◆ **ACTIVITY**: Please copy out the full listing that follows exactly; no picture belongs in the copy.

◆ **EXCERPTED RECORDS**:
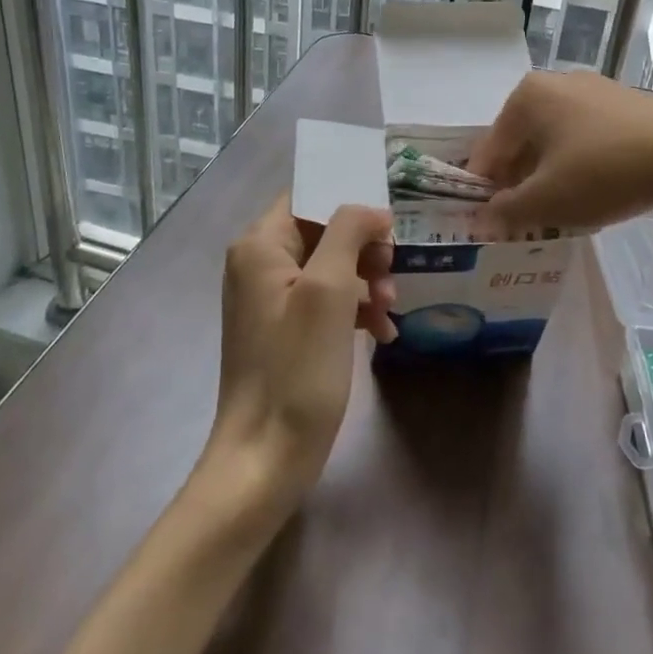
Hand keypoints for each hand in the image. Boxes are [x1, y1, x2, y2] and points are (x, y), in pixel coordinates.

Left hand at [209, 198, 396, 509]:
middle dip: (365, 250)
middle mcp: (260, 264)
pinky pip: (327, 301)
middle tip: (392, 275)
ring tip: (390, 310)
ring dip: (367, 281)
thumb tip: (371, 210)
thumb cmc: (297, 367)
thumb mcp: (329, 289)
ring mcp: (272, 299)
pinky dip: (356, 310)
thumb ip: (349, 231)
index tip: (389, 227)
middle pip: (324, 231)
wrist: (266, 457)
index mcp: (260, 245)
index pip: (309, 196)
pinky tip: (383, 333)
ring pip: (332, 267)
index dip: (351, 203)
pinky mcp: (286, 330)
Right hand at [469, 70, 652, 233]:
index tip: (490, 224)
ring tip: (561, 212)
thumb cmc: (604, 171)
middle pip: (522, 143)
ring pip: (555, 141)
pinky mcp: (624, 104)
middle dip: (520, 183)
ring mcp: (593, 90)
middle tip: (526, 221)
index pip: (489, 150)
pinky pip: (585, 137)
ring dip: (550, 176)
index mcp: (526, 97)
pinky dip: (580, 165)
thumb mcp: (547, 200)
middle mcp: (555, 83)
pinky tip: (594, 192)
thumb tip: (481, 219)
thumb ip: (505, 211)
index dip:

◆ **SOLUTION TO THIS EXERCISE**:
Hand keypoints for each hand in the image. Boxes are [x1, y1, x2, y2] and points are (x, y), in pixel coordinates.

Left hand at [209, 198, 396, 509]:
middle dip: (365, 250)
middle mcp: (260, 264)
pinky pip: (327, 301)
middle tip: (392, 275)
ring tip: (390, 310)
ring dip: (367, 281)
thumb tip: (371, 210)
thumb cmc: (297, 367)
thumb mcp: (329, 289)
ring mcp: (272, 299)
pinky dip: (356, 310)
thumb ip: (349, 231)
index tip: (389, 227)
middle pip: (324, 231)
wrist: (266, 457)
index mcp: (260, 245)
index pip: (309, 196)
pinky tip: (383, 333)
ring pip: (332, 267)
index dip: (351, 203)
pinky mcp: (286, 330)
Right hand at [469, 70, 652, 233]:
index tip: (490, 224)
ring tip: (561, 212)
thumb cmc: (604, 171)
middle pip: (522, 143)
ring pip: (555, 141)
pinky mcp: (624, 104)
middle dip: (520, 183)
ring mcp: (593, 90)
middle tip: (526, 221)
index pip: (489, 150)
pinky pip: (585, 137)
ring dip: (550, 176)
index mcp: (526, 97)
pinky dip: (580, 165)
thumb mcp: (547, 200)
middle mcp: (555, 83)
pinky tip: (594, 192)
thumb tip: (481, 219)
thumb ip: (505, 211)
index dip:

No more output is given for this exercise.